[Instructions to follow]: For each line of the data that includes the word "Stade", copy the line.

Saved entries
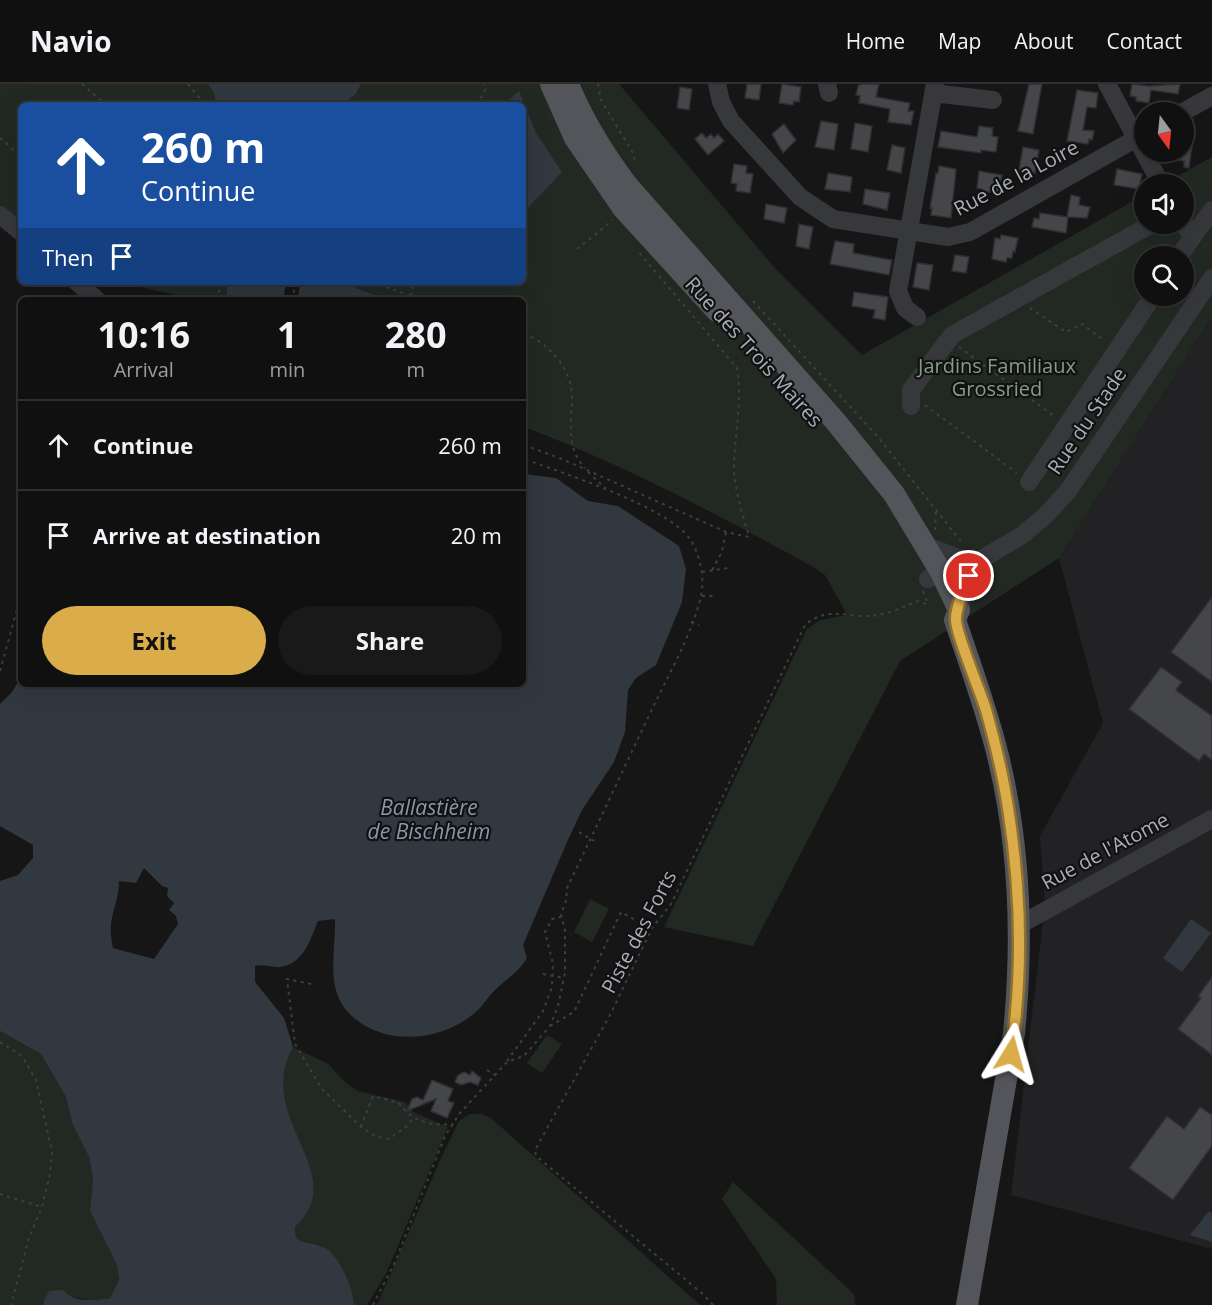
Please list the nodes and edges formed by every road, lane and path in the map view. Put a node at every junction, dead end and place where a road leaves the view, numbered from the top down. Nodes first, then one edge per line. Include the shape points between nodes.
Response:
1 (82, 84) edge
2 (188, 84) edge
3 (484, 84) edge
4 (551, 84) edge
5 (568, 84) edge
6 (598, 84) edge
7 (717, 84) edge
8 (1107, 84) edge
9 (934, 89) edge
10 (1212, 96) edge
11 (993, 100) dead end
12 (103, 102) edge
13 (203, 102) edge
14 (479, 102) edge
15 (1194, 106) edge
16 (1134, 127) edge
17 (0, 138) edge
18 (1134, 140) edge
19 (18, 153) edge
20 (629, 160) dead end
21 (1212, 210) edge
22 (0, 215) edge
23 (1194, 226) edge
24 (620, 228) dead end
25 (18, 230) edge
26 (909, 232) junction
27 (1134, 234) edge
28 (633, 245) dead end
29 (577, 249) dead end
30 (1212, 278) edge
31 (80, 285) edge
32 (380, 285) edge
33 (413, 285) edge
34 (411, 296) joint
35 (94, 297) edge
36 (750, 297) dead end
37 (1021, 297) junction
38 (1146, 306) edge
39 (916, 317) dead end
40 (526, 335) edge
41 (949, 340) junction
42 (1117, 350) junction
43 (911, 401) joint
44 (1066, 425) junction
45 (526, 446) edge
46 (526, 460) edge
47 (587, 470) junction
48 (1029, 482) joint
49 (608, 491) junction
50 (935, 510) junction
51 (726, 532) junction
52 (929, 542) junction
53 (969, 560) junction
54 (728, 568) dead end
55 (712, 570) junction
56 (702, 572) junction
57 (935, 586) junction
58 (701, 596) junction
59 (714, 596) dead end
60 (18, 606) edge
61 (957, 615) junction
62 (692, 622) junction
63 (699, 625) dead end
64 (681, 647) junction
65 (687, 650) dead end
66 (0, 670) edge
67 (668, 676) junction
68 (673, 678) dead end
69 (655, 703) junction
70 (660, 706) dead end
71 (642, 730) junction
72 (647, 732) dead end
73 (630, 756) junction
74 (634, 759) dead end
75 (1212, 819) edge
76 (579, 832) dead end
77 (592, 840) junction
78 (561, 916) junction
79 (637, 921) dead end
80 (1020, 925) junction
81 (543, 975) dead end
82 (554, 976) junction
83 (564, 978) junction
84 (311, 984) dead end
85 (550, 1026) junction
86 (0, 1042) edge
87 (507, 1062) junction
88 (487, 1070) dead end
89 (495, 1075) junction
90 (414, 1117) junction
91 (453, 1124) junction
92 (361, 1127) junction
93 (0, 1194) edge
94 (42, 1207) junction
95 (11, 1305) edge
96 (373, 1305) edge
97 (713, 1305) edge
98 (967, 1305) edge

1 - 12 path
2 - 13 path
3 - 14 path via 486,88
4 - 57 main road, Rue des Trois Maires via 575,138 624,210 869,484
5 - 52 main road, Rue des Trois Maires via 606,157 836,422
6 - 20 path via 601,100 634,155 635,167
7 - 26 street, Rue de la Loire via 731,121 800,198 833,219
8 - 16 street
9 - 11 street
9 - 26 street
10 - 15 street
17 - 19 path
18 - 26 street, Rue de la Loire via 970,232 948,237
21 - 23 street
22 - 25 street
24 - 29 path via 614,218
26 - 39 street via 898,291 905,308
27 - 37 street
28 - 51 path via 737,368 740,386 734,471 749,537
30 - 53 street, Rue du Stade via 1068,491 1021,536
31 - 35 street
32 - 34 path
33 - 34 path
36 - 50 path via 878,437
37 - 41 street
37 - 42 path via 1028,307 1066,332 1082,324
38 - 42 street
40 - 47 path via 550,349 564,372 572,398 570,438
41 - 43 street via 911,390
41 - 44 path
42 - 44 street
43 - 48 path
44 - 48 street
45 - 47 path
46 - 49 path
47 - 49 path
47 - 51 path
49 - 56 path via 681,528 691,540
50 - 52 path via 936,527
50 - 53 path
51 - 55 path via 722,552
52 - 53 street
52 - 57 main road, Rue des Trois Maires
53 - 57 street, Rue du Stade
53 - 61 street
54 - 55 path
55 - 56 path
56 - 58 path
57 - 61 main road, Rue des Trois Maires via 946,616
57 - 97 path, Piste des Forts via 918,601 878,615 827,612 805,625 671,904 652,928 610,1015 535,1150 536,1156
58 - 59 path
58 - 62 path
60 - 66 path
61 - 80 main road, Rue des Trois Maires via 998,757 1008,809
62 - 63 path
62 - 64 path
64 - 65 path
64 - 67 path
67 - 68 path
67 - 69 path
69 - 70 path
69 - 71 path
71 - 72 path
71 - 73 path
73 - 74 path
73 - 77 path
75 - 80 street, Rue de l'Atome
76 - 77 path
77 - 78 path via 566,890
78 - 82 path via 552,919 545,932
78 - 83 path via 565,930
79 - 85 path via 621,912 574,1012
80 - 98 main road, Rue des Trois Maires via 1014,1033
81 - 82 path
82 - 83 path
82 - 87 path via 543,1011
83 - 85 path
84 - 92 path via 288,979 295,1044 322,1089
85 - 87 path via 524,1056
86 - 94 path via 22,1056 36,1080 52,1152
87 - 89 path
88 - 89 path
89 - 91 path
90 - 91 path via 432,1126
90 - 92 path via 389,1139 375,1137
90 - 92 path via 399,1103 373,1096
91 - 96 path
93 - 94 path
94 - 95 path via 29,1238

[Response area]:
30 - 53 street, Rue du Stade via 1068,491 1021,536
53 - 57 street, Rue du Stade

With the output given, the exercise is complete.